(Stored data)
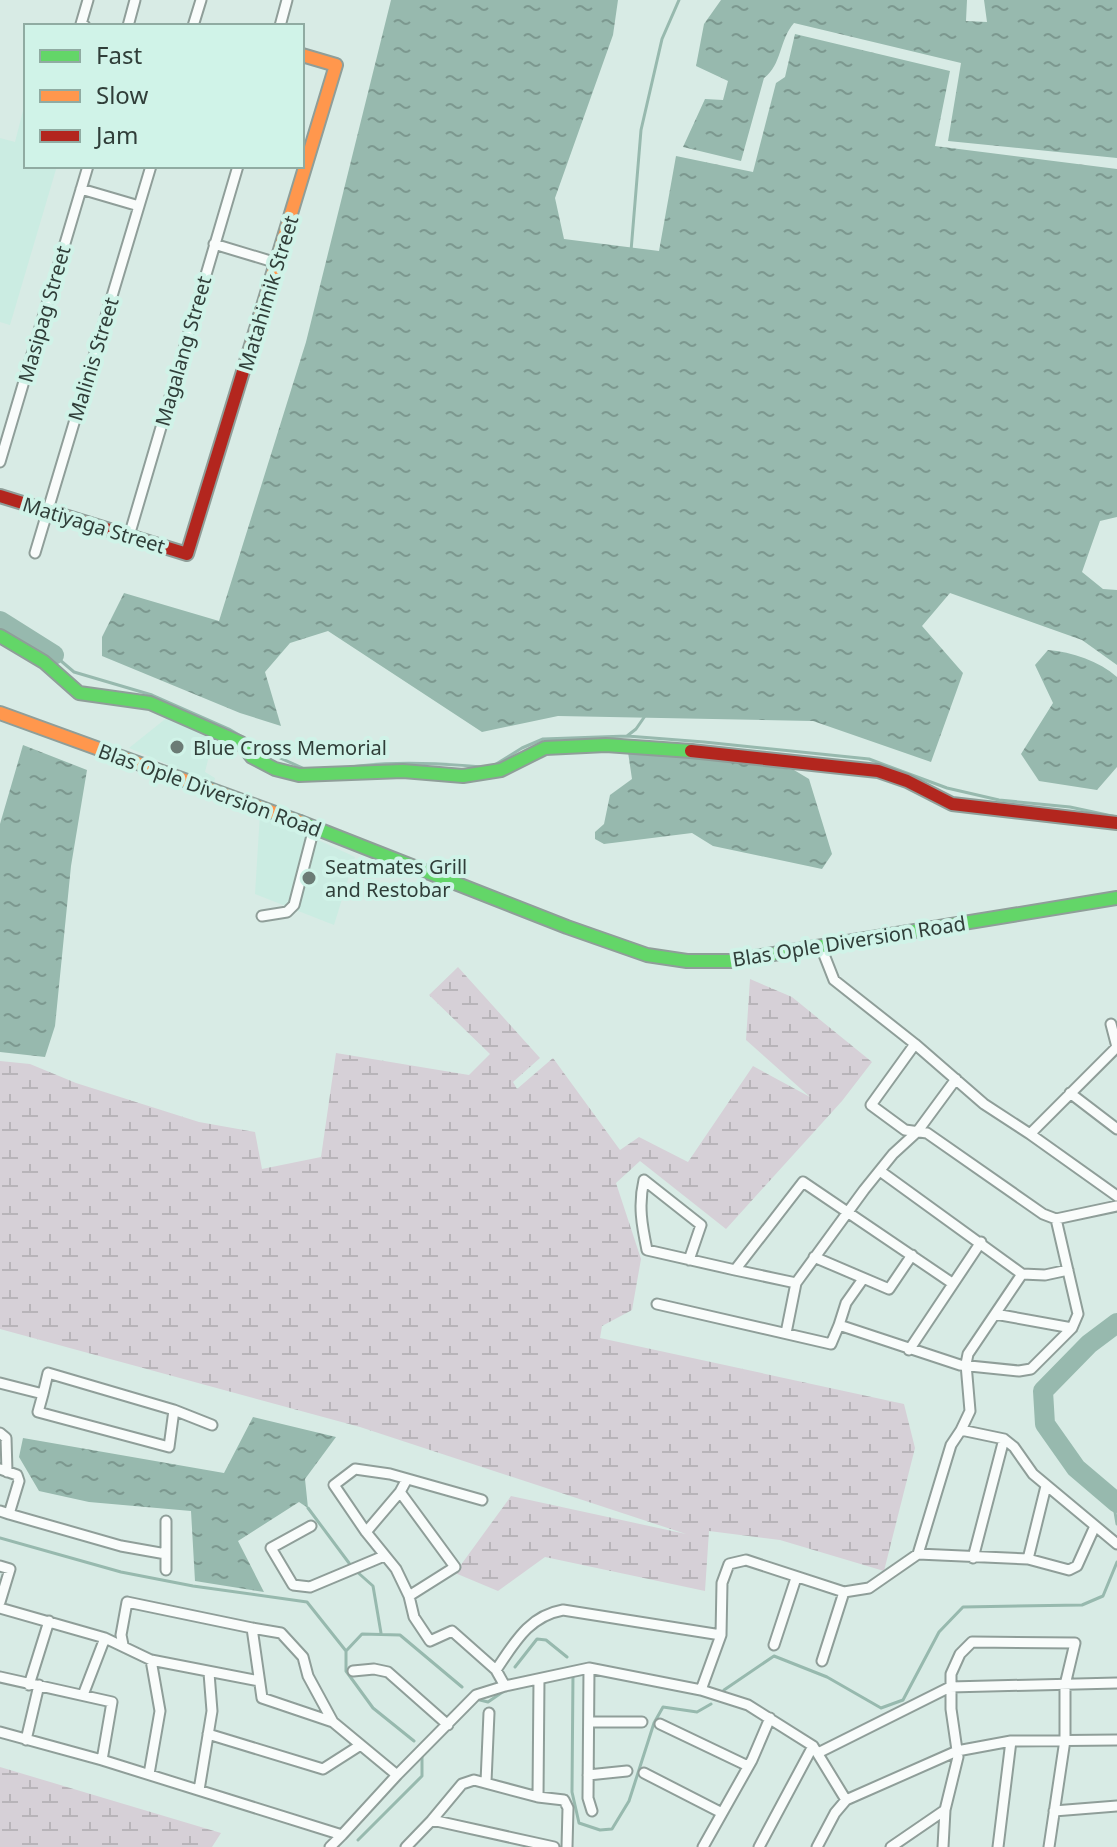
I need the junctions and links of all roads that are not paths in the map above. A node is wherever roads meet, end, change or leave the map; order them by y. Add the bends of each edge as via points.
1 (88, 0) edge
2 (135, 0) edge
3 (201, 0) edge
4 (287, 0) edge
5 (81, 24) edge
6 (129, 24) edge
7 (194, 24) edge
8 (281, 24) edge
9 (304, 56) edge
10 (87, 168) edge
11 (150, 168) edge
12 (237, 168) edge
13 (81, 189) junction
14 (139, 206) junction
15 (214, 244) junction
16 (277, 263) junction
17 (0, 462) edge
18 (0, 496) edge
19 (47, 511) junction
20 (129, 536) junction
21 (35, 553) dead end
22 (187, 554) joint
23 (0, 636) edge
24 (0, 713) edge
25 (1117, 823) edge
26 (314, 828) junction
27 (1117, 898) edge
28 (262, 916) dead end
29 (821, 947) junction
30 (1111, 1024) dead end
31 (915, 1044) junction
32 (1117, 1047) edge
33 (956, 1079) junction
34 (1070, 1093) junction
35 (1117, 1129) edge
36 (917, 1132) junction
37 (1030, 1134) junction
38 (880, 1171) junction
39 (1117, 1196) edge
40 (1117, 1206) edge
41 (848, 1213) junction
42 (1056, 1219) junction
43 (981, 1242) junction
44 (912, 1255) junction
45 (814, 1257) junction
46 (689, 1260) junction
47 (735, 1270) junction
48 (1068, 1270) junction
49 (1022, 1274) junction
50 (863, 1279) junction
51 (796, 1283) junction
52 (952, 1283) junction
53 (657, 1304) dead end
54 (995, 1314) junction
55 (839, 1325) junction
56 (1072, 1328) junction
57 (786, 1333) junction
58 (909, 1350) junction
59 (966, 1364) junction
60 (0, 1383) edge
61 (43, 1394) junction
62 (174, 1410) junction
63 (212, 1425) dead end
64 (961, 1430) junction
65 (0, 1433) edge
66 (1004, 1439) junction
67 (4, 1470) edge
68 (407, 1479) junction
69 (1046, 1486) junction
70 (400, 1492) junction
71 (482, 1500) dead end
72 (5, 1512) edge
73 (166, 1521) dead end
74 (311, 1526) dead end
75 (1095, 1526) junction
76 (366, 1532) junction
77 (1117, 1544) edge
78 (166, 1554) junction
79 (918, 1554) junction
80 (384, 1556) junction
81 (973, 1558) junction
82 (1028, 1559) junction
83 (0, 1566) edge
84 (166, 1570) dead end
85 (796, 1578) junction
86 (844, 1592) junction
87 (409, 1596) junction
88 (0, 1605) edge
89 (49, 1621) junction
90 (252, 1628) junction
91 (721, 1635) junction
92 (105, 1638) junction
93 (123, 1645) junction
94 (774, 1645) dead end
95 (151, 1660) junction
96 (822, 1661) dead end
97 (589, 1668) junction
98 (496, 1670) junction
99 (353, 1671) dead end
100 (209, 1673) junction
101 (0, 1677) edge
102 (539, 1679) junction
103 (259, 1681) junction
104 (1117, 1683) edge
105 (34, 1685) junction
106 (1065, 1685) junction
107 (505, 1686) junction
108 (950, 1687) junction
109 (701, 1690) junction
110 (83, 1695) junction
111 (489, 1713) dead end
112 (770, 1718) junction
113 (333, 1722) junction
114 (589, 1722) junction
115 (642, 1722) dead end
116 (660, 1724) dead end
117 (448, 1725) junction
118 (0, 1732) edge
119 (208, 1734) junction
120 (26, 1740) junction
121 (1065, 1740) junction
122 (1117, 1740) edge
123 (1011, 1741) junction
124 (359, 1746) junction
125 (815, 1750) junction
126 (957, 1751) junction
127 (102, 1760) junction
128 (748, 1766) junction
129 (627, 1771) dead end
130 (644, 1773) dead end
131 (149, 1774) junction
132 (397, 1775) junction
133 (588, 1775) junction
134 (486, 1782) junction
135 (199, 1790) junction
136 (538, 1797) junction
137 (846, 1800) junction
138 (1117, 1806) edge
139 (945, 1810) junction
140 (592, 1811) dead end
141 (1054, 1811) junction
142 (722, 1813) junction
143 (432, 1820) junction
144 (342, 1835) junction
145 (330, 1847) edge
146 (406, 1847) edge
147 (554, 1847) edge
148 (567, 1847) edge
149 (703, 1847) edge
150 (759, 1847) edge
151 (817, 1847) edge
152 (891, 1847) edge
153 (943, 1847) edge
154 (998, 1847) edge
155 (1049, 1847) edge

1 - 5 street
2 - 6 street
3 - 7 street
4 - 8 street
9 - 16 street, Matahimik Street via 336,65
10 - 13 street, Masipag Street
11 - 14 street, Malinis Street
12 - 15 street, Magalang Street
13 - 14 street
13 - 17 street, Masipag Street
14 - 19 street, Malinis Street
15 - 16 street
15 - 20 street, Magalang Street
16 - 22 street, Matahimik Street
18 - 19 street, Matiyaga Street
19 - 20 street, Matiyaga Street
19 - 21 street, Malinis Street
20 - 22 street, Matiyaga Street
23 - 25 street via 44,662 79,693 150,703 241,743 252,757 275,769 299,775 403,771 463,776 501,770 545,748 606,745 878,771 952,804
24 - 26 street, Blas Ople Diversion Road
26 - 28 street via 294,905 287,912
26 - 29 street, Blas Ople Diversion Road via 647,955 731,961
27 - 29 street, Blas Ople Diversion Road
29 - 31 street via 834,980
30 - 32 street
31 - 33 street
31 - 36 street via 871,1105 905,1130
32 - 34 street
33 - 36 street
33 - 37 street
34 - 35 street
34 - 37 street
36 - 38 street
36 - 42 street via 927,1133
37 - 39 street
38 - 41 street
38 - 43 street
40 - 42 street
41 - 44 street
41 - 45 street
41 - 47 street via 803,1182
42 - 48 street
43 - 49 street
43 - 52 street
44 - 50 street via 889,1289
44 - 52 street
45 - 50 street
45 - 51 street
46 - 46 street via 647,1250 640,1196 644,1180 701,1225
46 - 47 street
47 - 51 street
48 - 49 street
48 - 56 street via 1078,1314
49 - 54 street
50 - 55 street
51 - 57 street
52 - 58 street
53 - 57 street
54 - 56 street
54 - 59 street
55 - 57 street via 831,1344
55 - 58 street
56 - 59 street via 1031,1369
58 - 59 street
59 - 64 street via 970,1411
60 - 61 street
61 - 62 street via 48,1373
61 - 62 street via 38,1412 169,1447
62 - 63 street
64 - 66 street
64 - 79 street via 951,1445
65 - 67 street via 6,1438
66 - 69 street
66 - 81 street
67 - 72 street via 19,1481
68 - 70 street
68 - 71 street
68 - 76 street via 355,1469 334,1485
69 - 75 street
69 - 82 street
70 - 76 street
70 - 87 street via 455,1567
72 - 78 street
73 - 78 street
74 - 80 street via 271,1548 293,1585 310,1587
75 - 77 street
75 - 82 street via 1077,1566 1069,1570
76 - 80 street
78 - 84 street
79 - 81 street
79 - 86 street via 869,1588
80 - 87 street
81 - 82 street
83 - 88 street via 10,1569
85 - 86 street
85 - 91 street via 746,1560 729,1564 722,1583
85 - 94 street
86 - 96 street
87 - 98 street via 414,1617 430,1641 452,1631
88 - 89 street
89 - 92 street
89 - 105 street
90 - 93 street via 127,1602
90 - 103 street
90 - 113 street via 281,1633 303,1657
91 - 98 street via 563,1610 529,1624
91 - 109 street
92 - 93 street
92 - 110 street
93 - 95 street
95 - 100 street
95 - 131 street via 160,1711
97 - 102 street
97 - 109 street
97 - 114 street
98 - 107 street
99 - 117 street via 388,1672
100 - 103 street
100 - 119 street
101 - 105 street
102 - 107 street
102 - 136 street
103 - 113 street via 262,1698
104 - 106 street
105 - 110 street
105 - 120 street
106 - 108 street
106 - 108 street via 1075,1643 972,1642 960,1654
106 - 121 street
107 - 117 street via 476,1695
108 - 125 street
108 - 126 street
109 - 112 street
110 - 127 street via 112,1702
111 - 134 street
112 - 125 street
112 - 128 street
113 - 124 street
114 - 115 street
114 - 133 street
116 - 128 street
117 - 132 street
118 - 120 street
119 - 124 street via 323,1769
119 - 135 street
120 - 127 street
121 - 122 street
121 - 123 street
121 - 141 street
123 - 126 street
123 - 154 street
124 - 132 street
125 - 137 street
125 - 150 street
126 - 137 street
126 - 139 street
127 - 131 street
128 - 142 street
129 - 133 street
130 - 142 street
131 - 135 street
132 - 144 street
133 - 140 street
134 - 136 street
134 - 143 street via 462,1784
135 - 144 street
136 - 148 street via 564,1800
137 - 151 street
138 - 141 street
139 - 152 street
139 - 153 street
141 - 155 street
142 - 149 street
143 - 146 street
143 - 147 street
144 - 145 street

Work task: Show the lines from the data above that contain the string "Blas".

Output for this exercise:
24 - 26 street, Blas Ople Diversion Road
26 - 29 street, Blas Ople Diversion Road via 647,955 731,961
27 - 29 street, Blas Ople Diversion Road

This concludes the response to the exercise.